--- Task description ---
Please report, as a single number, how many lines in the entries include the string "بلوار".

Saved entries
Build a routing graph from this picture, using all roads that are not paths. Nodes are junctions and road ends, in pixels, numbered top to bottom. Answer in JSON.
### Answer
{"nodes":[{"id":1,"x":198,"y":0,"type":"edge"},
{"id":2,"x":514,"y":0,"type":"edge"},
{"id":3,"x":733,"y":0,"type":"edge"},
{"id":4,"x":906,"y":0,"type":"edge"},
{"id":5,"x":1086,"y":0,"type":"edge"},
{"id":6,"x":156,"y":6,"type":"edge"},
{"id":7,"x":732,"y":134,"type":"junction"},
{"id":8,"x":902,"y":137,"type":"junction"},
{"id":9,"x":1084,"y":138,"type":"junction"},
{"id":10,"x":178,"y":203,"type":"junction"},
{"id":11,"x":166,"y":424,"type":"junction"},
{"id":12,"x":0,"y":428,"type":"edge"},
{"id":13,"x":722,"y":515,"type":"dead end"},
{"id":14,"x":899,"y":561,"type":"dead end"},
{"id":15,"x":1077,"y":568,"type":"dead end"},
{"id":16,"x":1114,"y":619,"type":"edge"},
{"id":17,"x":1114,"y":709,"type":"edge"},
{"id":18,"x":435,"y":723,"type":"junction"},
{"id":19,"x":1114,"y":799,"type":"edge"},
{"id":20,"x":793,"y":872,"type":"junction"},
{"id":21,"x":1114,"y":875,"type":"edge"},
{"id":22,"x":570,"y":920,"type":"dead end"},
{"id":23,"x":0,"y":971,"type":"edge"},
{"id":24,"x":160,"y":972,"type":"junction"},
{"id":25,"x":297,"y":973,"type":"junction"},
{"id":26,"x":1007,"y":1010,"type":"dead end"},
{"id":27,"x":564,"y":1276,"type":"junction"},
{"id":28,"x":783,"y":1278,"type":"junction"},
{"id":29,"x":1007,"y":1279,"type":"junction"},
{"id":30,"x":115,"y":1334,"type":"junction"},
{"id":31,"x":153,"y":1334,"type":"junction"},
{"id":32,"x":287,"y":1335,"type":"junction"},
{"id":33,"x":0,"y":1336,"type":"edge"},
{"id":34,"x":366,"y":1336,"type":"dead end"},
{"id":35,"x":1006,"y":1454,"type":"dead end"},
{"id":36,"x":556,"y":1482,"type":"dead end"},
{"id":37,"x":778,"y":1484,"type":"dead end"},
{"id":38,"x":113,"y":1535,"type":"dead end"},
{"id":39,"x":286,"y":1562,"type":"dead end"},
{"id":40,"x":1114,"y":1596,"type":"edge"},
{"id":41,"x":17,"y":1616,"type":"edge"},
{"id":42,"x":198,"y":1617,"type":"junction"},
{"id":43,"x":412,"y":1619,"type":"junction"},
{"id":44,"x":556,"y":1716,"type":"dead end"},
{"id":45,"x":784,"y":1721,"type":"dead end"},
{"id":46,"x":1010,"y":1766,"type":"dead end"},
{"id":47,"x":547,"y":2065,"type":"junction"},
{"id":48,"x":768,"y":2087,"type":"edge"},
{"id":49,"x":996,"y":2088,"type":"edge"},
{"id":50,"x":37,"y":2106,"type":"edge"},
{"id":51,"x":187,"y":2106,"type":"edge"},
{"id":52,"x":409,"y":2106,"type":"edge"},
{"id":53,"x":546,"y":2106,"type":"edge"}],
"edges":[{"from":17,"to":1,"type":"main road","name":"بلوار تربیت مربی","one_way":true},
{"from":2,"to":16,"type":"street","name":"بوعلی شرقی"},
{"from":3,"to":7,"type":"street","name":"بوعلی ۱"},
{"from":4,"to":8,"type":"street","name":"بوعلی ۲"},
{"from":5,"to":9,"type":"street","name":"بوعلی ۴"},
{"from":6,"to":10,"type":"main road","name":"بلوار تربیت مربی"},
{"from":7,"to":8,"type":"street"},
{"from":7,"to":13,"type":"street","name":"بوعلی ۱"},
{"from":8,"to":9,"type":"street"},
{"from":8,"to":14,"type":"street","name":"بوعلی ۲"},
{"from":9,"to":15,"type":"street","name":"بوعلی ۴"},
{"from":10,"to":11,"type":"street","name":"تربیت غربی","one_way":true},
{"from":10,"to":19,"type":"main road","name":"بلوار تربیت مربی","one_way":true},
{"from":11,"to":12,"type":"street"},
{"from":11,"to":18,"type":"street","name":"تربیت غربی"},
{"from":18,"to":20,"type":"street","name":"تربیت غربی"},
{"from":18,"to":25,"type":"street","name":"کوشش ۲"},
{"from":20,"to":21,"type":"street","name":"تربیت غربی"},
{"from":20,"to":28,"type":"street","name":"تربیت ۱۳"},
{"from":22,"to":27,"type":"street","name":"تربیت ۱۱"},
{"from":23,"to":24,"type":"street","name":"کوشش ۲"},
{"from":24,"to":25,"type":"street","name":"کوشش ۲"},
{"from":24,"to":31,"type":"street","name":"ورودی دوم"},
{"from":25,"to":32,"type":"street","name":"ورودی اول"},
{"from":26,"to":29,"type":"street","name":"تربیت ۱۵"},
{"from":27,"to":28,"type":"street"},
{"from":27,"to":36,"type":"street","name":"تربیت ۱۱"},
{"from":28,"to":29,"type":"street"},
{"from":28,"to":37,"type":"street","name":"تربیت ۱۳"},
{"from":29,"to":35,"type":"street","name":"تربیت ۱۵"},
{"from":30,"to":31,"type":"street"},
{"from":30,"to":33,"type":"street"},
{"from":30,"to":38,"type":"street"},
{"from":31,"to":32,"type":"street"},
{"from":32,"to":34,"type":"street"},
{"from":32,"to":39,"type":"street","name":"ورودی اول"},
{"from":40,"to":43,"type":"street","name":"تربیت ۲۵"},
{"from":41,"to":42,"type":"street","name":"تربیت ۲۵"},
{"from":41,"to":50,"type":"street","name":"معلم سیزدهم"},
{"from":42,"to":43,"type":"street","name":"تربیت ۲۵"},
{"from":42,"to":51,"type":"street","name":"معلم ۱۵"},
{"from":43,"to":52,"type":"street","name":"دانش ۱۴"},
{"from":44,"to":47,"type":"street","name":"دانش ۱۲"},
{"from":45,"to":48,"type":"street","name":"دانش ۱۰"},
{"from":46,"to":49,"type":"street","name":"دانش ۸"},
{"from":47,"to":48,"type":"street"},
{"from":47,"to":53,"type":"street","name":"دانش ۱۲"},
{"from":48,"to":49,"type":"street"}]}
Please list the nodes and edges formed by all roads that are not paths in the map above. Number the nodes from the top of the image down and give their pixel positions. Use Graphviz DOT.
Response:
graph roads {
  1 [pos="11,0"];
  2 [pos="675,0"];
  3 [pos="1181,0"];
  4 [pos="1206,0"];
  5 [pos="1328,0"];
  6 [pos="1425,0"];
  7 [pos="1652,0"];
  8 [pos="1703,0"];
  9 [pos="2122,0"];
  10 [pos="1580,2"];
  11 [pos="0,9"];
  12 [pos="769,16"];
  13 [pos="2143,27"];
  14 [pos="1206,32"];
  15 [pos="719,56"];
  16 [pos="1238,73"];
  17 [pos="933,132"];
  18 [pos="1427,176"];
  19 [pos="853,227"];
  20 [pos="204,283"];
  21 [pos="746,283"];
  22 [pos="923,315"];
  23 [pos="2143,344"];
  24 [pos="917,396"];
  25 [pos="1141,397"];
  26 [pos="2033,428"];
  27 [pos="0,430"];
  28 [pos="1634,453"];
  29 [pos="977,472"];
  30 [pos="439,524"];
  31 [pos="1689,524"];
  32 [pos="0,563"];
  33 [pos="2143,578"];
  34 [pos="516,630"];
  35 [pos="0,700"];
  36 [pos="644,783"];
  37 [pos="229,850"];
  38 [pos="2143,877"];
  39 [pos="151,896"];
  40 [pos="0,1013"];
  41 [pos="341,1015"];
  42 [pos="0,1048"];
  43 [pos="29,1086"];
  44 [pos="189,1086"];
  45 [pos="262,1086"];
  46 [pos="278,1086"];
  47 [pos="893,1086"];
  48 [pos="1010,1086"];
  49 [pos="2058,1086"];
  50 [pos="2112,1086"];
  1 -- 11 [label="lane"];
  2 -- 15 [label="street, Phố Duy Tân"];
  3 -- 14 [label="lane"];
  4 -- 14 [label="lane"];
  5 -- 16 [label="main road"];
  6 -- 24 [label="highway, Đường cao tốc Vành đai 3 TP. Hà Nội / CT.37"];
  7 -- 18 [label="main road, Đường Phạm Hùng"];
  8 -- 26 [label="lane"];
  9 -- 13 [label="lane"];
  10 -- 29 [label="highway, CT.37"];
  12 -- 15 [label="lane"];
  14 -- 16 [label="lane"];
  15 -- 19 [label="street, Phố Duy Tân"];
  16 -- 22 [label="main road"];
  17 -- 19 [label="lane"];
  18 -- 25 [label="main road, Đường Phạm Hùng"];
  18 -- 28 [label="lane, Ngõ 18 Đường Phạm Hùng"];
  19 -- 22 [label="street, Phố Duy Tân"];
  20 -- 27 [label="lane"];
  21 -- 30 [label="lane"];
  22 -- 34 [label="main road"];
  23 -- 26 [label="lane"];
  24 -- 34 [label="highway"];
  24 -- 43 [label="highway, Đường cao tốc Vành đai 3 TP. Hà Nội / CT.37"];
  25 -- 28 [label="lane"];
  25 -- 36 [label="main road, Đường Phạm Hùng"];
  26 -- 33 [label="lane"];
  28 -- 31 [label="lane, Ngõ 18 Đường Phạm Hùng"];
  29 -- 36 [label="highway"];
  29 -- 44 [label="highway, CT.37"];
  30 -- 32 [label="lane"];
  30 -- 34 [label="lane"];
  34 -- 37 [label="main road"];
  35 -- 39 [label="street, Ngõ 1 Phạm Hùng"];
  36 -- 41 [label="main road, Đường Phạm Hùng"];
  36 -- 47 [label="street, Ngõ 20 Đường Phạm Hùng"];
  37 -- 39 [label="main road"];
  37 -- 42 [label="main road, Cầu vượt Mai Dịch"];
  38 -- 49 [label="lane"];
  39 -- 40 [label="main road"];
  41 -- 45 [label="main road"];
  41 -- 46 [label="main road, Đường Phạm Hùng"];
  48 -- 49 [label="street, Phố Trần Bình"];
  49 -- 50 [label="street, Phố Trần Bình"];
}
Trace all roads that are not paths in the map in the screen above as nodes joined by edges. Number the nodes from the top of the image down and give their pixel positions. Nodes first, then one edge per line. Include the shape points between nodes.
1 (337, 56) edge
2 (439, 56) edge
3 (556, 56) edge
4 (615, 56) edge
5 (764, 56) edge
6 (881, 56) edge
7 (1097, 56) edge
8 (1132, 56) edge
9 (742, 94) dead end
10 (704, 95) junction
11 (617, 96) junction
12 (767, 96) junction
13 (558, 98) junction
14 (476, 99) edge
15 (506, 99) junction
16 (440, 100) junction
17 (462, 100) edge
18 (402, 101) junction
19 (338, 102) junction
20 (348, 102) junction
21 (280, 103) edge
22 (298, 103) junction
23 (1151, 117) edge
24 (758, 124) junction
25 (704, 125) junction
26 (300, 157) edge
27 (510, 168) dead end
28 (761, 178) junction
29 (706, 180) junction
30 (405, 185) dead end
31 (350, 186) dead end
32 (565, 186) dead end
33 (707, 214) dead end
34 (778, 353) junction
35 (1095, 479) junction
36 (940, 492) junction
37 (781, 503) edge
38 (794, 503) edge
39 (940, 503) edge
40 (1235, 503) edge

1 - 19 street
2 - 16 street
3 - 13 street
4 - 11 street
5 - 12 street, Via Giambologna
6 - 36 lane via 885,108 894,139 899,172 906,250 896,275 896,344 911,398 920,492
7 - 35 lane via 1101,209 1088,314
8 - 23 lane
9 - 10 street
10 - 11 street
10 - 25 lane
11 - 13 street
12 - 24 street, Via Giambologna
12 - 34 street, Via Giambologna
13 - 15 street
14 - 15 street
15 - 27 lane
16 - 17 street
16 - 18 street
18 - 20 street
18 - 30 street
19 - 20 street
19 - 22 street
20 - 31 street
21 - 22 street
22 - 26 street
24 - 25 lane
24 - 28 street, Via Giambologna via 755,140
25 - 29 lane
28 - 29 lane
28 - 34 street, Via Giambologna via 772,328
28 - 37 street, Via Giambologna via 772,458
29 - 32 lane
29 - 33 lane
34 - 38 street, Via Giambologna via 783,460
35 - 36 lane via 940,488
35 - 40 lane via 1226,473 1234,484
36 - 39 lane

--- Response to this task ---
3